I am transiting from C pointers to C++ ones,now learning about auto_ptr. Here is the program I tried:
#include <iostream>
#include <memory>
#include "Car.h"
using namespace std;
typedef auto_ptr<Car> CarPtr;
int main() {
CarPtr au_ptr1(new Car());
CarPtr au_ptr2 = new Car();
Car *norm_ptr1 = new Car();
Car *norm_ptr2(new Car());
int *i_ptr1=new int();
int *i_ptr2(new int());
}
Statements like the following mean what?
int *i_ptr2(new int());
Car *norm_ptr2(new Car());
The statement mentioned above compiled successfully.And the following one,throws a compilation error - CarPtr au_ptr2 = new Car();
Why is that?
Thanks in Advance
It does have a copy constructor, but the conversion constructor is explicit, which is what is causing the error:
explicit auto_ptr (X* p=0) throw();
Which means a Car* can't be implicitly converted to a auto_ptr<Car>, which is what
CarPtr au_ptr2 = new Car();
attempts to do. This is called copy-initialization, as opposed to:
CarPtr au_ptr1 (new Car());
which is value-initialization. The first version will attempt to create a temporary CarPtr from a Car* and use it to initialize au_ptr2. The second one calls the copy constructor directly.
Statements like
int *i_ptr2(new int());
simply value-initialize the pointer with the value in the parenthesis.
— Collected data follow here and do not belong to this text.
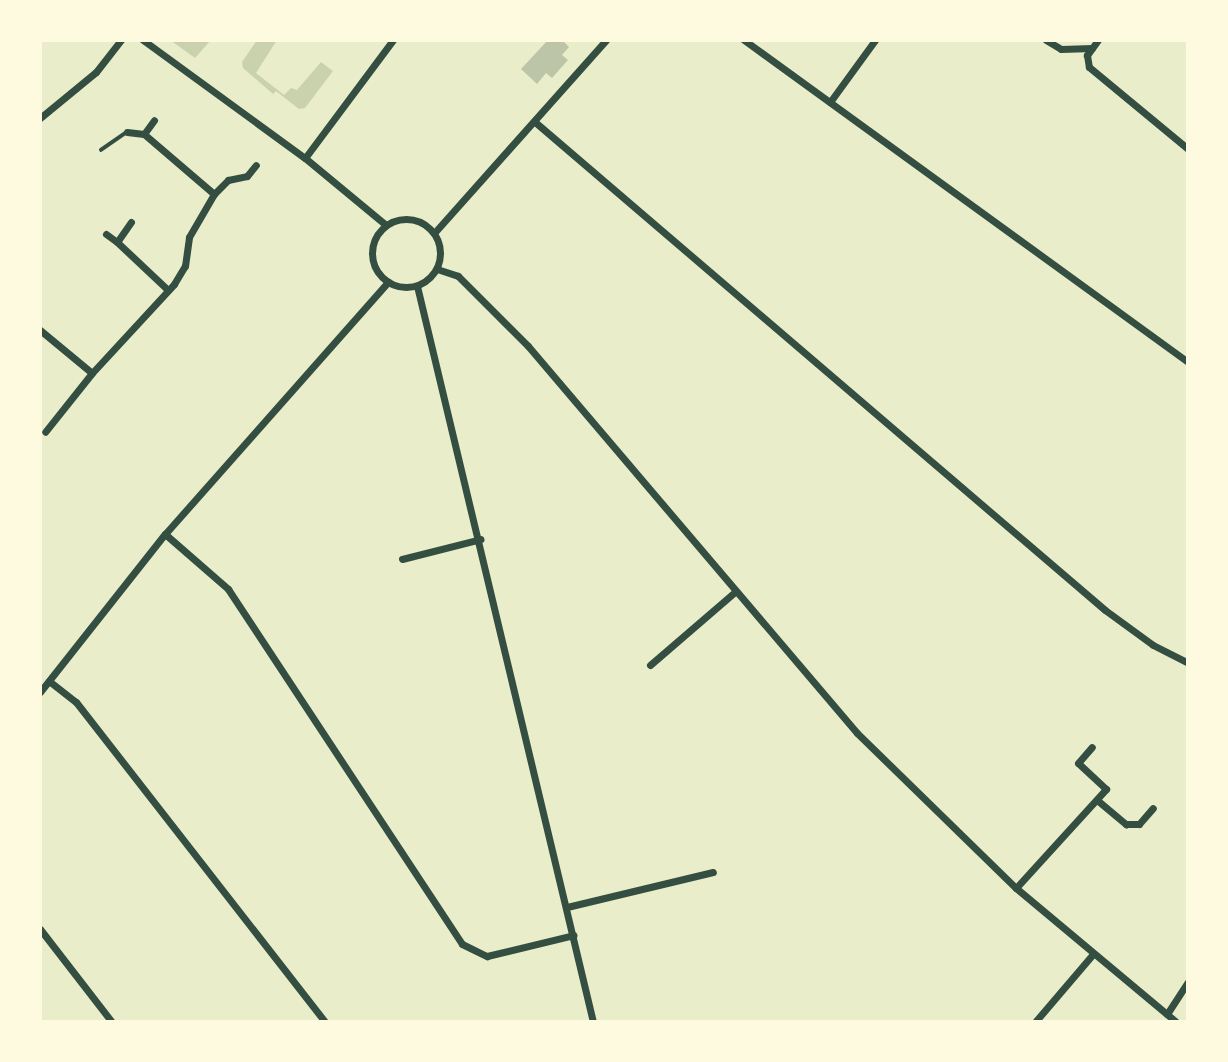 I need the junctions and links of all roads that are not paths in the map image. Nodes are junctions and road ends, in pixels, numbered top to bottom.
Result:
1 (121, 40) edge
2 (143, 40) edge
3 (606, 40) edge
4 (744, 40) edge
5 (875, 40) edge
6 (1046, 40) edge
7 (1098, 40) edge
8 (389, 42) edge
9 (1092, 48) junction
10 (830, 102) junction
11 (40, 118) edge
12 (154, 120) dead end
13 (535, 122) junction
14 (127, 132) joint
15 (144, 134) junction
16 (1188, 149) edge
17 (101, 150) dead end
18 (305, 158) junction
19 (256, 165) dead end
20 (215, 194) junction
21 (131, 222) dead end
22 (386, 225) junction
23 (435, 232) junction
24 (106, 234) dead end
25 (117, 242) junction
26 (437, 269) junction
27 (388, 282) junction
28 (417, 286) junction
29 (168, 290) junction
30 (40, 330) edge
31 (1188, 362) edge
32 (92, 373) junction
33 (45, 432) dead end
34 (165, 534) junction
35 (481, 540) junction
36 (402, 559) dead end
37 (735, 592) junction
38 (1188, 663) edge
39 (650, 666) dead end
40 (49, 681) junction
41 (40, 692) edge
42 (1092, 747) dead end
43 (1097, 800) junction
44 (1153, 808) dead end
45 (713, 872) dead end
46 (1016, 888) junction
47 (567, 907) junction
48 (40, 929) edge
49 (574, 936) junction
50 (1093, 954) junction
51 (1188, 982) edge
52 (1167, 1014) junction
53 (112, 1022) edge
54 (325, 1022) edge
55 (593, 1022) edge
56 (1035, 1022) edge
57 (1176, 1022) edge

1 - 11 street
2 - 18 street
3 - 13 street
4 - 10 street
5 - 10 street
6 - 9 street
7 - 9 street
8 - 18 street
9 - 16 street
10 - 31 street
12 - 15 street
13 - 23 street
13 - 38 street
14 - 15 street
14 - 17 lane
15 - 20 street
18 - 22 street
19 - 20 street
20 - 29 street
21 - 25 street
22 - 23 street
22 - 27 street
23 - 26 street
24 - 25 street
25 - 29 street
26 - 28 street
26 - 37 street
27 - 28 street
27 - 34 street
28 - 35 street
29 - 32 street
30 - 32 street
32 - 33 street
34 - 40 street
34 - 49 street
35 - 36 street
35 - 47 street
37 - 39 street
37 - 46 street
40 - 41 street
40 - 54 street
42 - 43 street
43 - 44 street
43 - 46 street
45 - 47 street
46 - 50 street
47 - 49 street
48 - 53 street
49 - 55 street
50 - 52 street
50 - 56 street
51 - 52 street
52 - 57 street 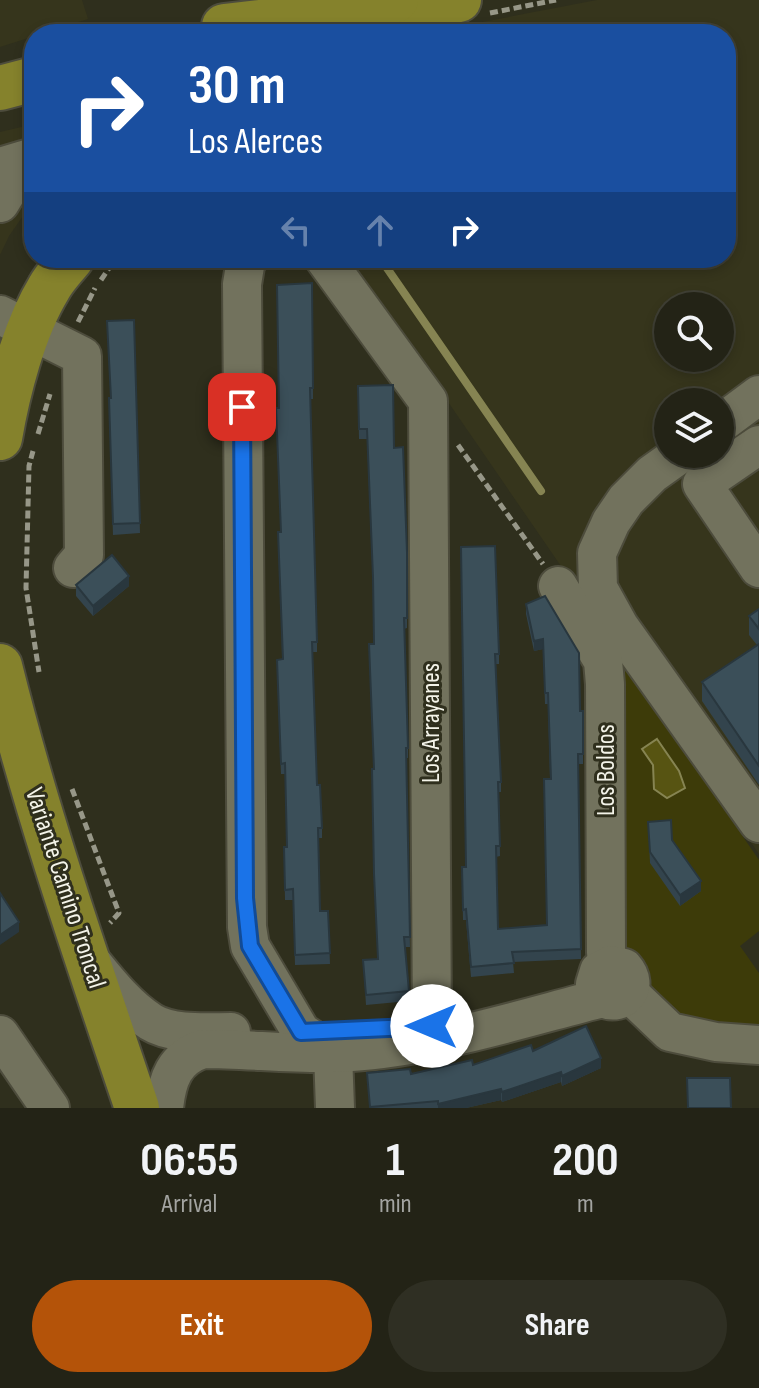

Typically objects have copy constructor and pointers are not objects so they don't have copy constructor (or assignment operator or destructor). More precisely, pointers rely on the default copying mechanism.
When you talk about auto_ptr or any other smart pointers, they are just pointer namesakes. But in actual they are templatized objects which use the RAII mechanism.
CarPtr au_ptr2 = new Car(); // this is initialization not assignment
gives compilation error because corresponding CarPtr::CarPtr(...) constructor is made explicit, so it doesn't accept the = style initialization.
Raw pointers don't have constructors, but for most purposes they can be used as if they do. The built-in types can all be initialized from a value of any type convertible to their type, just like a user-defined class with a copy constructor can.
int *i_ptr1=new int();
int *i_ptr2(new int());
mean the same thing.
I think the reason for this is basically templates: it means that you can use a type T as though it were a user-defined type, and write T t(0); or T(0) or T(), and when T happens to be a built-in type the meaning is exactly the same as T t = 0; or (T)0 or (T)0 (again). Actually, the meaning of T(0) is by definition the same as (T)0 regardless of what constructors T has, but people who tell you not to use C-style casts in C++ code try to ignore that fact ;-)
auto_ptr does in fact have a copy constructor, but unlike most copy ctors it takes a non-const parameter, and modifies its argument. That's why in C++11 it's deprecated in favor of unique_ptr, which doesn't have a copy constructor but does have a move constructor.
As Luchian says, the problem with CarPtr au_ptr2 = new Car(); isn't (just) the copy constructor, it's also the lack of an implicit conversion from the type of new Car();, Car*, to auto_ptr<Car>. Copy initialization tries to implicitly convert the RHS to the type of the LHS, and then copy it to the LHS. Both of those fail in this example. Direct initialization is allowed to use explicit conversions and doesn't need a copy, so it succeeds.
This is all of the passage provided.